The courts in these cases, applying the statute as it stood at the time the "action arose," obviously construed the change in the law to be substantive and not procedural. The fact that the last amendment constituted an entire repeal of the section did not seem to change the accepted construction (People v. One 1953 Mercury (November, 1959), 174 Cal. App. 2d 435 [344 P.2d 637]). The courts' interpretation of these changes adverse to that suggested in the Lemon case and their failure to apply its rule to amendments and repeals in the field of automobile forfeitures, are, no doubt, in part due to the theory that the forfeiture statutes set up in the Health and Safety Code are aimed at controlling the narcotics menace. The automobile is an important facility to the pusher and the addict, and serves as "an operating tool of the dope peddler's trade" (People v. One 1952 Mercury 2-Door Sedan, 176 Cal. App. 2d 220, 226 [1 Cal.Rptr. 245]). Forfeiture is another method of law enforcement, which goes to the very root of narcotic activities, which probably accounts for various expressions in the cases favoring a liberal interpretation of the car forfeiture laws in the Health and Safety Code (People v. One 1949 Ford Tudor Sedan, 115 Cal. App. 2d 157, 170 [251 P.2d 776]; People v. One 1952 Mercury 2-Door Sedan, 176 Cal. App. 2d 220, 226-227 [1 Cal.Rptr. 245]), and such construction of rules of evidence as to aid in their enforcement. (People v. One 1948 Chevrolet Conv. Coupe, 45 Cal. 2d 613 [290 P.2d 538, 55 A.L.R.2d 1272].)

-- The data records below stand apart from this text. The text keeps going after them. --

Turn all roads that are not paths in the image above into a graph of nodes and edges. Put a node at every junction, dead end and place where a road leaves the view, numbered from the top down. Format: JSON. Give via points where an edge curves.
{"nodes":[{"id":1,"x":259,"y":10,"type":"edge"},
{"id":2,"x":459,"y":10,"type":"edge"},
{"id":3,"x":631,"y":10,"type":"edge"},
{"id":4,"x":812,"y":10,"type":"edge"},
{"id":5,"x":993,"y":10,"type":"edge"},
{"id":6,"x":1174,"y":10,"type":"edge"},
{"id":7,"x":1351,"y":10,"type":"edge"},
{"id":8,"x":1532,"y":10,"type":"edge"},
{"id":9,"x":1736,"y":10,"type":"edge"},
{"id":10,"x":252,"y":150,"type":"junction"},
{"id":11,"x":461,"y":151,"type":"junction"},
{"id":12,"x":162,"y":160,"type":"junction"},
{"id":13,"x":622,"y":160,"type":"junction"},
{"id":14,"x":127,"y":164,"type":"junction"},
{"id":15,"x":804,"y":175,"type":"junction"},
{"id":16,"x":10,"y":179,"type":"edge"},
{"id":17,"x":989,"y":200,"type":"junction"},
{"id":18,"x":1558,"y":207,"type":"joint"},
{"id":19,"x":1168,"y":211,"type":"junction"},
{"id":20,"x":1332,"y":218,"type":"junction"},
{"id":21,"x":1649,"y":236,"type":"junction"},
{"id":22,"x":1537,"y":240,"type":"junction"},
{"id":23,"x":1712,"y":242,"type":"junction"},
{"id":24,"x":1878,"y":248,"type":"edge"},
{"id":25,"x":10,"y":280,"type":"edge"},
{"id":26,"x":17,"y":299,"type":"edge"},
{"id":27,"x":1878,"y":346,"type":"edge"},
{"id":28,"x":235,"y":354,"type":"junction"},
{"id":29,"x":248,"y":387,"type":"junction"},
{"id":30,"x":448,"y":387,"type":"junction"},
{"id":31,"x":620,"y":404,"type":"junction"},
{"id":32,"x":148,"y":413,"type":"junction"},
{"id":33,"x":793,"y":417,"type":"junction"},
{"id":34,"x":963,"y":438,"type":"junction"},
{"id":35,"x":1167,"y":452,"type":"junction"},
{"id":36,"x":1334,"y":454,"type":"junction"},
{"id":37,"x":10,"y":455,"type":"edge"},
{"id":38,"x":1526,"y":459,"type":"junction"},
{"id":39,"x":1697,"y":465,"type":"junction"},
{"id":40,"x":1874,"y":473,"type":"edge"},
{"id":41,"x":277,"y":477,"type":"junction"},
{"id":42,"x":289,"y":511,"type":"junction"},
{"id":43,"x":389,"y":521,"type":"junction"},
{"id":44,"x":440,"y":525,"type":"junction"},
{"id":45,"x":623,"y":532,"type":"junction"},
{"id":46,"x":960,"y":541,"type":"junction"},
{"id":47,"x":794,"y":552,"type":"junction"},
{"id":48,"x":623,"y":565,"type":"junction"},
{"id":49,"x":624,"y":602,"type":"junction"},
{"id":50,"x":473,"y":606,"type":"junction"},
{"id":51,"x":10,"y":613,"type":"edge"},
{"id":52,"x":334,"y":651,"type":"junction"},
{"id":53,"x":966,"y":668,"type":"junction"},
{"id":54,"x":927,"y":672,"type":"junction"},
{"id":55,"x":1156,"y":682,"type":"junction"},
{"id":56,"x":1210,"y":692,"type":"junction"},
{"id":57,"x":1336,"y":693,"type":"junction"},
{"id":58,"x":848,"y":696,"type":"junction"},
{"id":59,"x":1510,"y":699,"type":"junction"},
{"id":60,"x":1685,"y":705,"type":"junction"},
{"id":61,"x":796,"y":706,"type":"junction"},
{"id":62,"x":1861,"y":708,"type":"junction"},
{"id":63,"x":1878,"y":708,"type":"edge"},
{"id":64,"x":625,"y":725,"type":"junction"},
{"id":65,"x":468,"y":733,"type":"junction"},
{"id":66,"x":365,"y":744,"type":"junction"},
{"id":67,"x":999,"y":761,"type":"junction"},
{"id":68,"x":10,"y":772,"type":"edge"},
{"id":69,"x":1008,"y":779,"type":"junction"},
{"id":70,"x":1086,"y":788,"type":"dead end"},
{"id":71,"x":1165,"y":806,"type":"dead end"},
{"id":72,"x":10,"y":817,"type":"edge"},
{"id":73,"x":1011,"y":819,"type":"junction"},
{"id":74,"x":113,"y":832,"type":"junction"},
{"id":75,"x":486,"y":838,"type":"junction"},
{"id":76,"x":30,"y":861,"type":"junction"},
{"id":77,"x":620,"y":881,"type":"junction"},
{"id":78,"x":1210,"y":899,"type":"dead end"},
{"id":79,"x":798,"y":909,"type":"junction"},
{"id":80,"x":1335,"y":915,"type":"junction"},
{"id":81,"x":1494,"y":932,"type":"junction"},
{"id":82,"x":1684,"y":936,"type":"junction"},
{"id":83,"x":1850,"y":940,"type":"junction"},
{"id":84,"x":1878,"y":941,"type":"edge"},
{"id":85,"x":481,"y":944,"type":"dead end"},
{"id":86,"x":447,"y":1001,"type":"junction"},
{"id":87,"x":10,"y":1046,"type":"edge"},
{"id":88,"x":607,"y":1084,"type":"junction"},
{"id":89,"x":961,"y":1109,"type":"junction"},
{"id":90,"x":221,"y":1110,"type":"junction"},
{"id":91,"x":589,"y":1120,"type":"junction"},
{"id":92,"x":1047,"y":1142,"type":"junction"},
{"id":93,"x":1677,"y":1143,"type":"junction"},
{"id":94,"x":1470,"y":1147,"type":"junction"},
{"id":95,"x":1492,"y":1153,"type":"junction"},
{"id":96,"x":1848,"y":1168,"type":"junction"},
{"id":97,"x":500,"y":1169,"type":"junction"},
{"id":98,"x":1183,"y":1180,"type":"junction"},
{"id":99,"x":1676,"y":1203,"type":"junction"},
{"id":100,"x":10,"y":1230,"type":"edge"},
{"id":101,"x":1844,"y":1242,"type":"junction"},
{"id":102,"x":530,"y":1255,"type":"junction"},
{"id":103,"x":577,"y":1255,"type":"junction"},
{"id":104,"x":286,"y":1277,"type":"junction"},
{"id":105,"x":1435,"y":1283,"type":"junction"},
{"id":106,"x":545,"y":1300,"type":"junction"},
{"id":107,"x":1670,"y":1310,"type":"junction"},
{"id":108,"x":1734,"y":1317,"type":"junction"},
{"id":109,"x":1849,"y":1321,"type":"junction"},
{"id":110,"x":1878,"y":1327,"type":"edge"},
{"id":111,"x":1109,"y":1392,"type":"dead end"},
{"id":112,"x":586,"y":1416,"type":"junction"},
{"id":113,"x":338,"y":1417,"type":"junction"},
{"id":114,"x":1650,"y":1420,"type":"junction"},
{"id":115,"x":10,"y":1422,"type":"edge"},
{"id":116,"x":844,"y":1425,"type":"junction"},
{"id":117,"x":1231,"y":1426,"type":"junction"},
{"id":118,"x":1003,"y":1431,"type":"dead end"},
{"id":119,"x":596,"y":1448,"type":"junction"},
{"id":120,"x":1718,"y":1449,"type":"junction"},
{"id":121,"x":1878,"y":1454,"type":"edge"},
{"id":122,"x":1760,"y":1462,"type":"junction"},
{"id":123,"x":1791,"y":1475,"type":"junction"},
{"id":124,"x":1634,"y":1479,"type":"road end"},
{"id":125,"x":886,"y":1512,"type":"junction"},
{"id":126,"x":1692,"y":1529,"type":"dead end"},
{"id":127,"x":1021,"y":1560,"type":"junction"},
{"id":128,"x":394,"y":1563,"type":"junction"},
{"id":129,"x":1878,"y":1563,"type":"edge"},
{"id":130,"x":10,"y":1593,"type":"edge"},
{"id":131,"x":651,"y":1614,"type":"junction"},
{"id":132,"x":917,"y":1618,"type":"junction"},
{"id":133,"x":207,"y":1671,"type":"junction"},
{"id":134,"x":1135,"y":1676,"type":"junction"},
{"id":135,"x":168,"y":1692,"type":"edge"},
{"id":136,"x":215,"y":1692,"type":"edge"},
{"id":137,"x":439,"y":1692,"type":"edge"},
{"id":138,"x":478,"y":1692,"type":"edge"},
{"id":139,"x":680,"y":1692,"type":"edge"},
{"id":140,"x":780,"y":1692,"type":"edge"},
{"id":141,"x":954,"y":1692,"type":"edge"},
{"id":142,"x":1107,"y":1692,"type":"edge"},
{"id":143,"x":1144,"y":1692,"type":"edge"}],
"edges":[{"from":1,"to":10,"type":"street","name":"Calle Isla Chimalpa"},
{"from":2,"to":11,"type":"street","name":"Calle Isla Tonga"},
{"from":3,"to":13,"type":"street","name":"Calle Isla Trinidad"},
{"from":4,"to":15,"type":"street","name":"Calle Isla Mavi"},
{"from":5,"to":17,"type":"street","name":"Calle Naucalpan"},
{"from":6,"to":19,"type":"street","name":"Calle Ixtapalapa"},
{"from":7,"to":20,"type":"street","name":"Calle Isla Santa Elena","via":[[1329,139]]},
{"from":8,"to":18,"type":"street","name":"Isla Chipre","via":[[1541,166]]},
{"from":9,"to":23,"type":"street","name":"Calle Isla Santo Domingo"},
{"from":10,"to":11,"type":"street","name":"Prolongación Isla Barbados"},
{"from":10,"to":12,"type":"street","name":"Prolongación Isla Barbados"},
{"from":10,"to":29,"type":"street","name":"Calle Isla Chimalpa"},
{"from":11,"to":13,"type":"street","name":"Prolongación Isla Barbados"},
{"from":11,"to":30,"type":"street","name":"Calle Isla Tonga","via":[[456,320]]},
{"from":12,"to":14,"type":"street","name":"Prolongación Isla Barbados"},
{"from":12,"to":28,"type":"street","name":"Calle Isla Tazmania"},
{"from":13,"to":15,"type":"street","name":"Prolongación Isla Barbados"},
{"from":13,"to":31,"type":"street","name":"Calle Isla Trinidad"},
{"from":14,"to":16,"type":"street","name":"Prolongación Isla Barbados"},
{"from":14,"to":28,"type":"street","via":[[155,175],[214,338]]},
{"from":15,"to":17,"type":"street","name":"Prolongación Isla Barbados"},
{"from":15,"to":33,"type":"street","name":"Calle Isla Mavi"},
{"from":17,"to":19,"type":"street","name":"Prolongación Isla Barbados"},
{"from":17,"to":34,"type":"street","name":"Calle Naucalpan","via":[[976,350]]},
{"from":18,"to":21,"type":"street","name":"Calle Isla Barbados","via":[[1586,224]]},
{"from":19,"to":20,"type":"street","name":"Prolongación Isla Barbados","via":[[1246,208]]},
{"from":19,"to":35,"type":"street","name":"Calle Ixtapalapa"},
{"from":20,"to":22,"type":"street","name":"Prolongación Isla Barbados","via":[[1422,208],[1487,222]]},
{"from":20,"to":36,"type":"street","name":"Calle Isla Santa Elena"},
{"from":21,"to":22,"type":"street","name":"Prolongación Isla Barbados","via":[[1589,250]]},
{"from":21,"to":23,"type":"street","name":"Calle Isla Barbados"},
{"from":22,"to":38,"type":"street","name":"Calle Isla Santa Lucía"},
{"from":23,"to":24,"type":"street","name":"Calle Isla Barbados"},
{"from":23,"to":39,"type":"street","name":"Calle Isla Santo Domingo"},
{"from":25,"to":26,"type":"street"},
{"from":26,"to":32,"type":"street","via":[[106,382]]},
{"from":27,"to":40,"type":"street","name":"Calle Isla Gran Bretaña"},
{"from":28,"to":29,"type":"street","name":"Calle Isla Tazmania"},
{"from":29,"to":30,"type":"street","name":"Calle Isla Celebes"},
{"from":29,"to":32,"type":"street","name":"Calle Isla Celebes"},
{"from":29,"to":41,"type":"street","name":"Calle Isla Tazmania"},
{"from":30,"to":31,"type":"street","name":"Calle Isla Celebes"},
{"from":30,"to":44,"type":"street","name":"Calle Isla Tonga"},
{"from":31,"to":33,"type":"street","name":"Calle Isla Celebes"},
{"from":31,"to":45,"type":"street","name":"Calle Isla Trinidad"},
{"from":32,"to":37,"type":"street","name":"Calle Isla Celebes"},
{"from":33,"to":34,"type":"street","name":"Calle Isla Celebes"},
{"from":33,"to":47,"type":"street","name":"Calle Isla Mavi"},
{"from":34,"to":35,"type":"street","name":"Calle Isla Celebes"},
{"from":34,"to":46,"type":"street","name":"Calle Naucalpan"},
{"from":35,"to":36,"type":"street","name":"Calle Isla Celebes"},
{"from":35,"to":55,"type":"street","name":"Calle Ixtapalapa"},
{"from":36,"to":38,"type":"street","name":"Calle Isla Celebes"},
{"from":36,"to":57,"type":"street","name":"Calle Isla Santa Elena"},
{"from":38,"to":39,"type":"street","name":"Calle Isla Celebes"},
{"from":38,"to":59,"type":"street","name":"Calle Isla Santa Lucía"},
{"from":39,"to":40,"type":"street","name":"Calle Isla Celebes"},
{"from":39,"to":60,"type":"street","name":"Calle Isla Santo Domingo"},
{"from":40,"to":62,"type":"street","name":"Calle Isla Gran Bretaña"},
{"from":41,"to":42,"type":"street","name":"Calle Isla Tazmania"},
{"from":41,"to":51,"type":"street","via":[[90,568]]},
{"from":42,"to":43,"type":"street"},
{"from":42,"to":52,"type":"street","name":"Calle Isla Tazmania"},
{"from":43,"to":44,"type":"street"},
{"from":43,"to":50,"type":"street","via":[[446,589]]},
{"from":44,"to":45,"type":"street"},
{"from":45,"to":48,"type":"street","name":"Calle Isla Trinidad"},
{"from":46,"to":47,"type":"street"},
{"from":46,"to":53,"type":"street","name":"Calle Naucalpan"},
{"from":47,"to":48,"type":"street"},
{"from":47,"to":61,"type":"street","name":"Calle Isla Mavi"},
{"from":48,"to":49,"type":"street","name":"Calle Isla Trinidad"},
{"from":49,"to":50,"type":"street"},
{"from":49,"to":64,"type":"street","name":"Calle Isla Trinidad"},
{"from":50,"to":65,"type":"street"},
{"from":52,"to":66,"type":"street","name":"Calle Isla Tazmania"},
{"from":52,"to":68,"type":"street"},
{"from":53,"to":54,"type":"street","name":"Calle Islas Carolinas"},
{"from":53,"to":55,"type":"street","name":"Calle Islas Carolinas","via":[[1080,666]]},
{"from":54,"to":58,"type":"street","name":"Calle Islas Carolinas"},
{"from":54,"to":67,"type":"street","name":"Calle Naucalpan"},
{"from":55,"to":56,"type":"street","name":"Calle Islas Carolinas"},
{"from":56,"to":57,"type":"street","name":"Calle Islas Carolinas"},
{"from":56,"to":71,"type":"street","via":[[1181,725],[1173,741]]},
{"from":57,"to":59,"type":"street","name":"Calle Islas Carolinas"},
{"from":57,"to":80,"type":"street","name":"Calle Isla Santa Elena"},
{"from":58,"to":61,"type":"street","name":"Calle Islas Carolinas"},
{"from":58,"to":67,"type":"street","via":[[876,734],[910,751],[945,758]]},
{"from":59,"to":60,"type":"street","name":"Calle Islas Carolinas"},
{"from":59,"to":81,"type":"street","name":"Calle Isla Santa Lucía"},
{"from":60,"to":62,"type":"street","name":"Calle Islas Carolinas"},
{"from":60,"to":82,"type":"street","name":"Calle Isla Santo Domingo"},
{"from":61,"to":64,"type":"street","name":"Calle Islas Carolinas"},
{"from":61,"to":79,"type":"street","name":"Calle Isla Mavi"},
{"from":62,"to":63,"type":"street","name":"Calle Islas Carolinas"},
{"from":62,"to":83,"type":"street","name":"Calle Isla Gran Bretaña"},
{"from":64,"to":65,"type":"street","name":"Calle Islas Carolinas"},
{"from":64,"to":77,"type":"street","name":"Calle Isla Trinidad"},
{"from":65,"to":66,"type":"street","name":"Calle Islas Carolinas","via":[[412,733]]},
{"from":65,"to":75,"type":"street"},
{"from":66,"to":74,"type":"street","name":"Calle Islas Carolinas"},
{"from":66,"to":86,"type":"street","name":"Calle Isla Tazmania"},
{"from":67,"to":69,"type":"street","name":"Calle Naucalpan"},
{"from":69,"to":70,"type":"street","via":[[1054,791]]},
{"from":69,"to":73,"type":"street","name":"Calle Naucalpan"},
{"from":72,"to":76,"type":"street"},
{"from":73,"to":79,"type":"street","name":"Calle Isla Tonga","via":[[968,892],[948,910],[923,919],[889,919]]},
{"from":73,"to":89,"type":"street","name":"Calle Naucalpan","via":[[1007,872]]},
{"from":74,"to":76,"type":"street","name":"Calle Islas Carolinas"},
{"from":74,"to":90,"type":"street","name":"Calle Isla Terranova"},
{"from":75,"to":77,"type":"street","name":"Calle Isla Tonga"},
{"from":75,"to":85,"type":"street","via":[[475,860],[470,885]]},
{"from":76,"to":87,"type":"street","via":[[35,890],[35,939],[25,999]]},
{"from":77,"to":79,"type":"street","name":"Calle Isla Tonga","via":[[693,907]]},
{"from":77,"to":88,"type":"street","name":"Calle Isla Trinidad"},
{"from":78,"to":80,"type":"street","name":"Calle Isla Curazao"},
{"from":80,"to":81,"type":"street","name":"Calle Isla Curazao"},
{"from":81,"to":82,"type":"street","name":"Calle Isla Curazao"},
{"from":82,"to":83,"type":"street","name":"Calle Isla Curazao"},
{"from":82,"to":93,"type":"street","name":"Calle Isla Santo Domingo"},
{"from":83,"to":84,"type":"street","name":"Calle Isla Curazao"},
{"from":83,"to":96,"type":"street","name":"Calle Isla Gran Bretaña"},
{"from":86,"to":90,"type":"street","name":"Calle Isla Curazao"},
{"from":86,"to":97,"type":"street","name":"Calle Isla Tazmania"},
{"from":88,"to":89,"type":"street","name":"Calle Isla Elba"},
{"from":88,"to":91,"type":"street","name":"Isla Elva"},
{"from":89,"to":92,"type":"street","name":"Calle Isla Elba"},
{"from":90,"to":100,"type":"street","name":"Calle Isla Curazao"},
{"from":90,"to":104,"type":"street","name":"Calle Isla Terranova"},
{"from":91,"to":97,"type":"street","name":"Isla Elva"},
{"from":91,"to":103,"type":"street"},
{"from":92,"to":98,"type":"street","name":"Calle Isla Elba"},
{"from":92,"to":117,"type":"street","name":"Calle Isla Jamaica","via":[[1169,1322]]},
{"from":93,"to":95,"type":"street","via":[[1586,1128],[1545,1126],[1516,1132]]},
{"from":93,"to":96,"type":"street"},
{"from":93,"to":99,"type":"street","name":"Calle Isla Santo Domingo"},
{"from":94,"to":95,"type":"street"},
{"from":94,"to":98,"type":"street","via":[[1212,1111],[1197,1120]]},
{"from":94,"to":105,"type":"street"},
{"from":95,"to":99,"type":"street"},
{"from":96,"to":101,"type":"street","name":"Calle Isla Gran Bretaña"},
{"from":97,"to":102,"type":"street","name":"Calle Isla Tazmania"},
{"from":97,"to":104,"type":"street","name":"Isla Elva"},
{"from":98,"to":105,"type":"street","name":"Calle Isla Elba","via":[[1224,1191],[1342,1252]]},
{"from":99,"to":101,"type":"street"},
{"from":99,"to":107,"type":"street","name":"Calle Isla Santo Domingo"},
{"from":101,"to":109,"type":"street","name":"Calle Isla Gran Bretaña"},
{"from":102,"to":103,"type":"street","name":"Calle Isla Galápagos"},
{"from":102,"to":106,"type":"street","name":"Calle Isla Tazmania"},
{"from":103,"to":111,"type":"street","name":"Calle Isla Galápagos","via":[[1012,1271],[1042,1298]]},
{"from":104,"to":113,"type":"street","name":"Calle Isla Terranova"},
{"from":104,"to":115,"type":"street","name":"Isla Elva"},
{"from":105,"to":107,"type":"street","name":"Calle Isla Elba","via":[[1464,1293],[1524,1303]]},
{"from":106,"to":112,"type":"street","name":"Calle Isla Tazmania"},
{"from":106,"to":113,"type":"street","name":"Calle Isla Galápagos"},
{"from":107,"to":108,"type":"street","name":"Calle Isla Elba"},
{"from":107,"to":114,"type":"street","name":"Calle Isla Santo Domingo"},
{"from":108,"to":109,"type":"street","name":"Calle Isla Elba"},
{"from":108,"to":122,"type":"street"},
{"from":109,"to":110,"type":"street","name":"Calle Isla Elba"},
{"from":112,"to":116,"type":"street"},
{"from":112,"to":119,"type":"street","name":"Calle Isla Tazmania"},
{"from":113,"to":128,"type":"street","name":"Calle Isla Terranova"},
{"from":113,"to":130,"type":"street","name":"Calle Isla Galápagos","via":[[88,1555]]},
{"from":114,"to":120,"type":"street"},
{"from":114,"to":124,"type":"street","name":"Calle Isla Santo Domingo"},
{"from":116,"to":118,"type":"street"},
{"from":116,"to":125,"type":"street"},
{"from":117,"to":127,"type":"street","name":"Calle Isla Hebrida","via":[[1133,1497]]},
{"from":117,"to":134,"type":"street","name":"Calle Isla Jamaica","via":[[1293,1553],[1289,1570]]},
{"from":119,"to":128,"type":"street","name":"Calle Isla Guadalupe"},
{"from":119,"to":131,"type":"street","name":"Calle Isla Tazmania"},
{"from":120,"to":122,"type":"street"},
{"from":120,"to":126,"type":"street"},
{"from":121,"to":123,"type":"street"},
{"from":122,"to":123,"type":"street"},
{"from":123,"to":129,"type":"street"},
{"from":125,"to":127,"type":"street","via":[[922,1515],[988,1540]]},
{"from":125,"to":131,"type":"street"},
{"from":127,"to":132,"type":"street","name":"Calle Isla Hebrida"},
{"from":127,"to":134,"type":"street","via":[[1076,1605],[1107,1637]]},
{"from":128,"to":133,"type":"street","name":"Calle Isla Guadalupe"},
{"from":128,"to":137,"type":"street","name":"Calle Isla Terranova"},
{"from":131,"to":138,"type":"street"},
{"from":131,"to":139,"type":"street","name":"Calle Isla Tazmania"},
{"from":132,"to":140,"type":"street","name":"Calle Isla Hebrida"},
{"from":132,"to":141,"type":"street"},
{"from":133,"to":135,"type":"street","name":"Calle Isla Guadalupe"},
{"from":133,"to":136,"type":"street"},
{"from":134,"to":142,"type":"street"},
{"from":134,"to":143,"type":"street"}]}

Having held that the change in the law is a substantive one with prospective operation which requires a reversal of the judgment, we deem it necessary that respondent bank be given the opportunity to establish in the lower court a reasonable investigation under section 11620 as it stood prior to the 1959 amendment. Although we do not rule the state now to be in [182 Cal. App. 2d 455] such a position that it should "not be heard to complain," as suggested by respondent, we feel that the deputy attorney general should not have urged as strongly as he did that it was unnecessary for the respondent to put on evidence of its inquiry. It is true that neither the trial court nor the deputy actually precluded the bank from continuing with its proof, but without question their actions so discouraged the respondent that it is easily understood why it did not further insist.

The record shows that after the state and the registered owner rested, Mr. Merton, counsel for the respondent bank, and the deputy attorney general stipulated "that the bank had no knowledge and acted in good faith"; whereupon the court stated, "You can rest right now, Mr. Merton, on that stipulation." After some discussion between the deputy attorney general and the trial judge, the court again said: "You can rest right now, if you want to, Mr. Merton, on that stipulation." Obviously being dissatisfied with the state of the record, again Mr. Merton attempted to offer proof of an investigation and the court advised, "That is all you need." After further colloquy between the deputy and the trial judge, Mr. Merton then said: "I understand the ruling of the Court is that the stipulation having been made, it is out of order for us to even put on evidence?" The court responded "It is not out of order if you want to put it on. I think you have gone far enough. If you feel you want to put on some evidence as to your investigation, go ahead and do it." However, at that time the deputy strongly interjected "I think it is moot. There is no reason for putting it on ... Your ruling is that it makes no difference whether there is a reasonable investigation or not, so why put on any evidence?" And again: "Why have him put any evidence in?"__________ "He doesn't need any evidence."

For the foregoing reasons the judgment is reversed with directions to the lower court to permit respondent herein to offer proof of a reasonable investigation under section 11620 as it stood prior to the 1959 amendment.

Wood, P. J., and Fourt, J., concurred.